Saved data entries:
+++

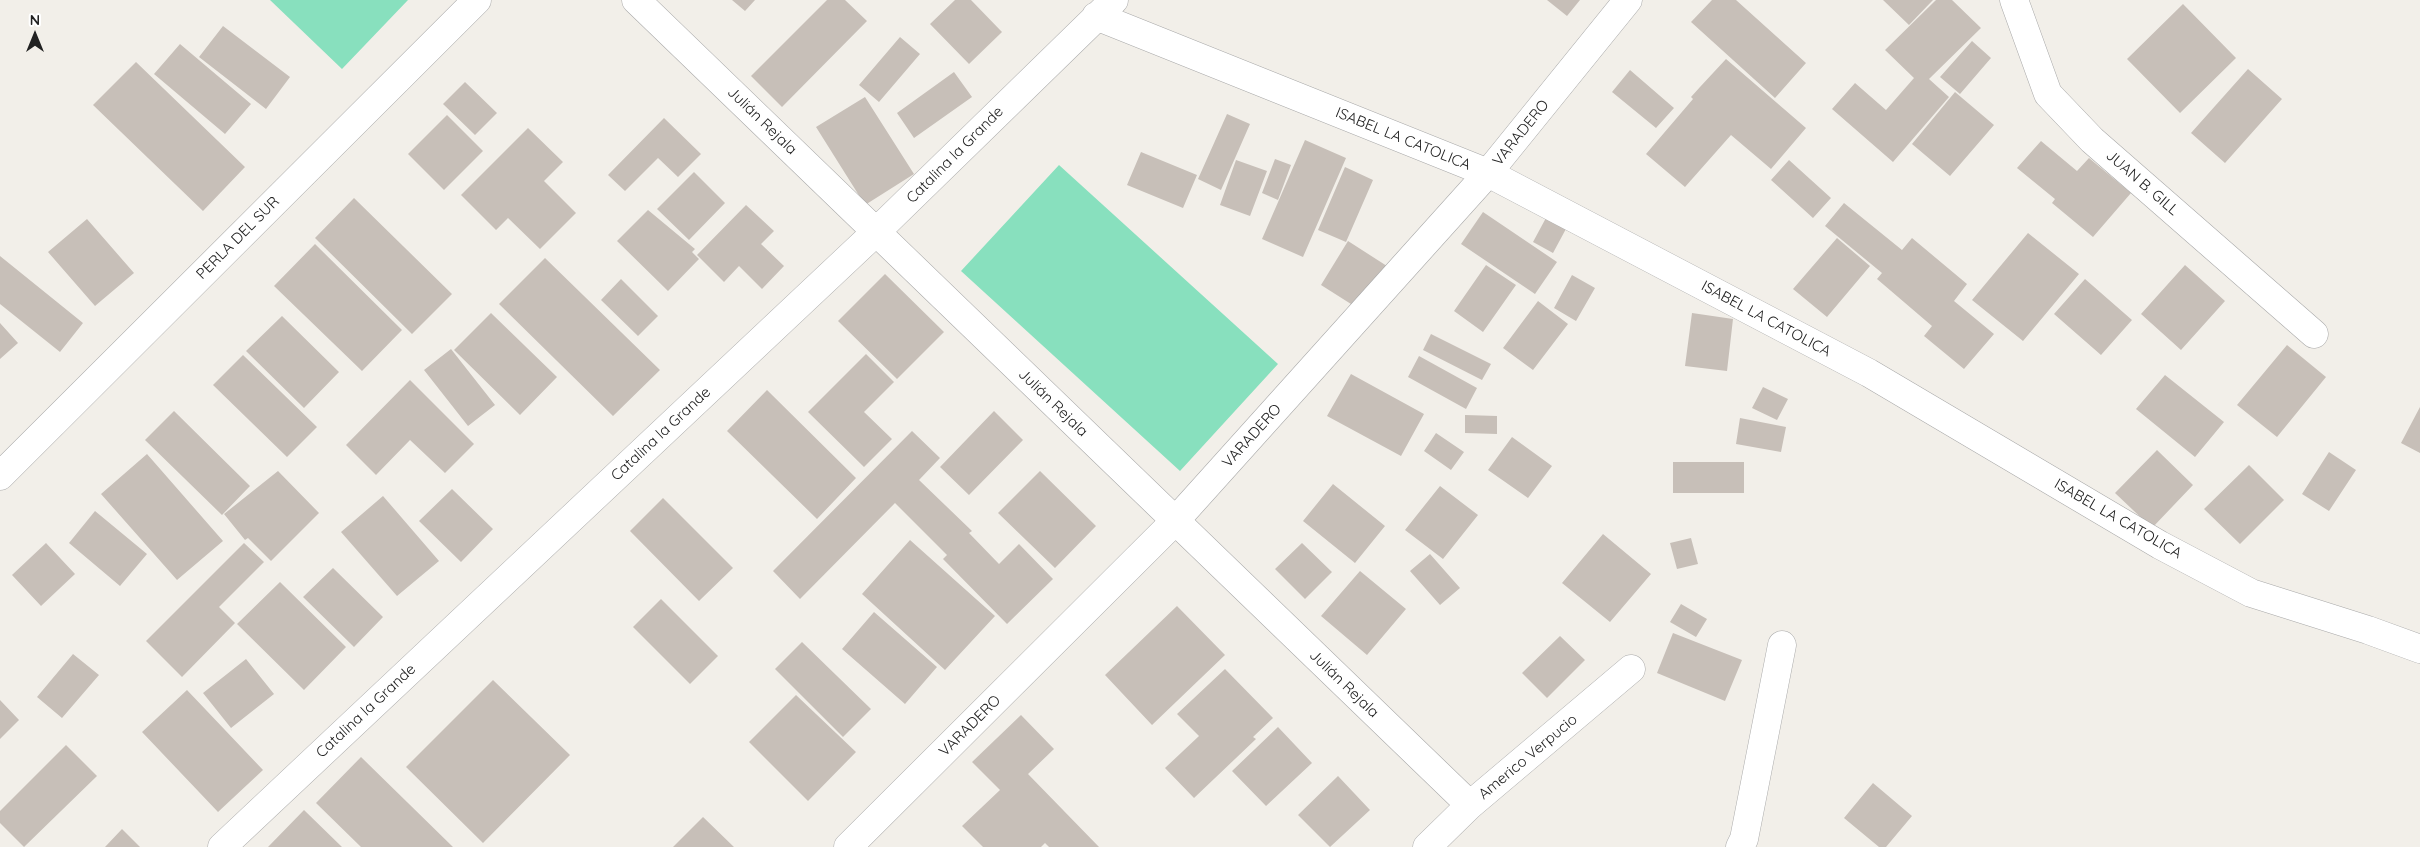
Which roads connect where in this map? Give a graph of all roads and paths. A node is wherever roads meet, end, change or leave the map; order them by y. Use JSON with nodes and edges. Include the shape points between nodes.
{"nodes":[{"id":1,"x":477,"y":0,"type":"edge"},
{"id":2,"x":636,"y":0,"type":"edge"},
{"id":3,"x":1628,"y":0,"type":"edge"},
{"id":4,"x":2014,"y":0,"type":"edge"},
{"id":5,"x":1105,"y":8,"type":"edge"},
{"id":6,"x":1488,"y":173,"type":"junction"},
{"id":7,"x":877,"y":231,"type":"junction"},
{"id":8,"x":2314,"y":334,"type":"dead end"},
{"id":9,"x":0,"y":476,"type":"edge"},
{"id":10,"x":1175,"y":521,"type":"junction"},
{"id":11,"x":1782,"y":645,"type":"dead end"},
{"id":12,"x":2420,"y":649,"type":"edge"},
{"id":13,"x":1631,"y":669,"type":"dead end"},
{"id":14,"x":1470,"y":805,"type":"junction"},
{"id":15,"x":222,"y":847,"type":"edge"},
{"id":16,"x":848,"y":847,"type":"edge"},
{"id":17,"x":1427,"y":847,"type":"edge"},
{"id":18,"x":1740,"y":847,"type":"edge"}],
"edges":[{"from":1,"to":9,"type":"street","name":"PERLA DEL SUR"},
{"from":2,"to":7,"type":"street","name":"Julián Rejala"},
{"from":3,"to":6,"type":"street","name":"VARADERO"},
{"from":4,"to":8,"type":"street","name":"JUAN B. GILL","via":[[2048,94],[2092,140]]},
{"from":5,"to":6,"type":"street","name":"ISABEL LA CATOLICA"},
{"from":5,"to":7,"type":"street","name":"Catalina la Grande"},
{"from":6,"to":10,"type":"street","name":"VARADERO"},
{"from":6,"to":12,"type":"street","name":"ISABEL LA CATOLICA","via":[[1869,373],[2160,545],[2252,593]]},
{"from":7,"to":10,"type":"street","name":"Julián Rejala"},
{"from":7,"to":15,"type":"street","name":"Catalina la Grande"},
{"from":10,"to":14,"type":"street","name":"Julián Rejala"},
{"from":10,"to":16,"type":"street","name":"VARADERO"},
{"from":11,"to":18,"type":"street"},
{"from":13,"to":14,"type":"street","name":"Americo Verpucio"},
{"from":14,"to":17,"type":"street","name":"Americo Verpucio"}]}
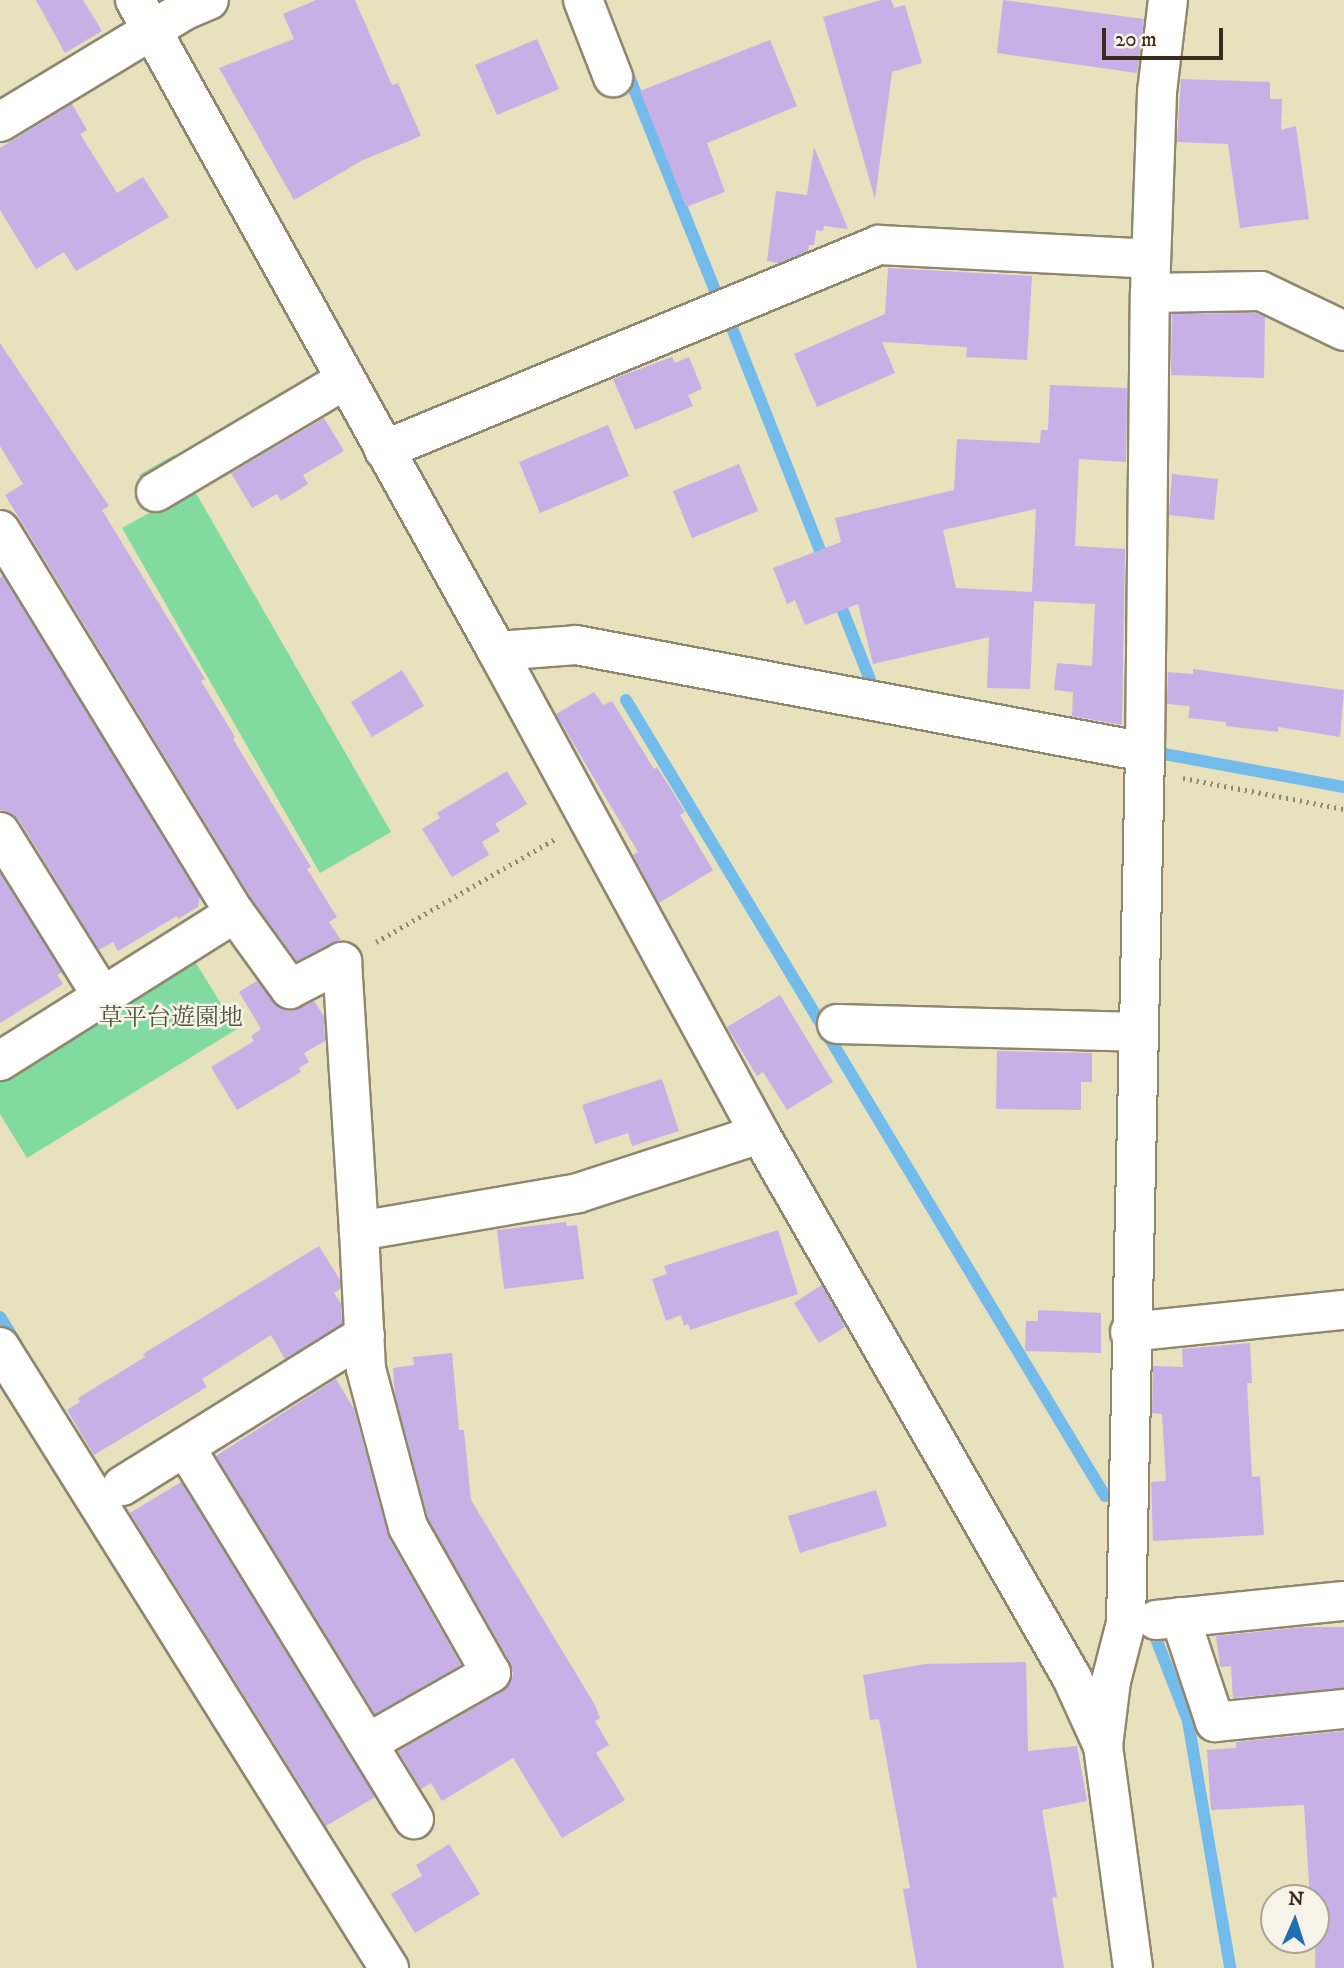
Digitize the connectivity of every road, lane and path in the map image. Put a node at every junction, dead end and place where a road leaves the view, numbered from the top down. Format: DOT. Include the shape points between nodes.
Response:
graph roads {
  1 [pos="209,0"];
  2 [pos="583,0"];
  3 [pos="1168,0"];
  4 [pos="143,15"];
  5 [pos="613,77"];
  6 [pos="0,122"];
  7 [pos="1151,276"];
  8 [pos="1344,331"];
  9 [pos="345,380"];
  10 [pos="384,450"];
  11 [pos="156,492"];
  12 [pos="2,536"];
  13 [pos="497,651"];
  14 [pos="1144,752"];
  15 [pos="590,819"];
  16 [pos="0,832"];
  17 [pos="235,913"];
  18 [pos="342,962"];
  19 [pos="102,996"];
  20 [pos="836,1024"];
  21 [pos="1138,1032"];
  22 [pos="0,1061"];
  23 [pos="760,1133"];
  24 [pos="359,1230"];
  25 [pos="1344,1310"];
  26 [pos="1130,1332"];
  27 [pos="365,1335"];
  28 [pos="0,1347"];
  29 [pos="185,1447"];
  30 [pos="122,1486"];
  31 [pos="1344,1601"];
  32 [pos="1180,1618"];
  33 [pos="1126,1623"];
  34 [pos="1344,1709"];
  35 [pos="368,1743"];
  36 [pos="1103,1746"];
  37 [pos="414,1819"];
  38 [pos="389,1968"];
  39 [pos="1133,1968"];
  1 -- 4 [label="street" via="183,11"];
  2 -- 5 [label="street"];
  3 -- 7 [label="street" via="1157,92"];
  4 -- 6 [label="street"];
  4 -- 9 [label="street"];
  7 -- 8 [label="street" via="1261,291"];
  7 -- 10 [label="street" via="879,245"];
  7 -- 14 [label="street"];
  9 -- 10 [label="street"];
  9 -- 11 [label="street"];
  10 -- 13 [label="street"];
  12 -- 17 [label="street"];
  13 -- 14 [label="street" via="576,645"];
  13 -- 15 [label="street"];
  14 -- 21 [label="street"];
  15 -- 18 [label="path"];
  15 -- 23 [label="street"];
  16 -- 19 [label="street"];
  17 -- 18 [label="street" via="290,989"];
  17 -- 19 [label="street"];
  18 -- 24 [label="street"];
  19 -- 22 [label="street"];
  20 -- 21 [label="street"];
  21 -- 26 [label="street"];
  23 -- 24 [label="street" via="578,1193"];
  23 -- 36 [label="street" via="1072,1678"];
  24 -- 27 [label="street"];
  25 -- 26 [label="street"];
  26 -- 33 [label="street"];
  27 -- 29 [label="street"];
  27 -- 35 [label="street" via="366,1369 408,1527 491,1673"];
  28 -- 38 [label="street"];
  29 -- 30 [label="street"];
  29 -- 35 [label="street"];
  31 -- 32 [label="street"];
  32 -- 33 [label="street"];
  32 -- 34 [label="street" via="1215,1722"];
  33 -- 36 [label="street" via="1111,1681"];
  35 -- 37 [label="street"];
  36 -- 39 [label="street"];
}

+++

Your task: Pick out and copy the lines of the entries that hold the string "Catalina".

Solution to the problem:
{"from":5,"to":7,"type":"street","name":"Catalina la Grande"},
{"from":7,"to":15,"type":"street","name":"Catalina la Grande"},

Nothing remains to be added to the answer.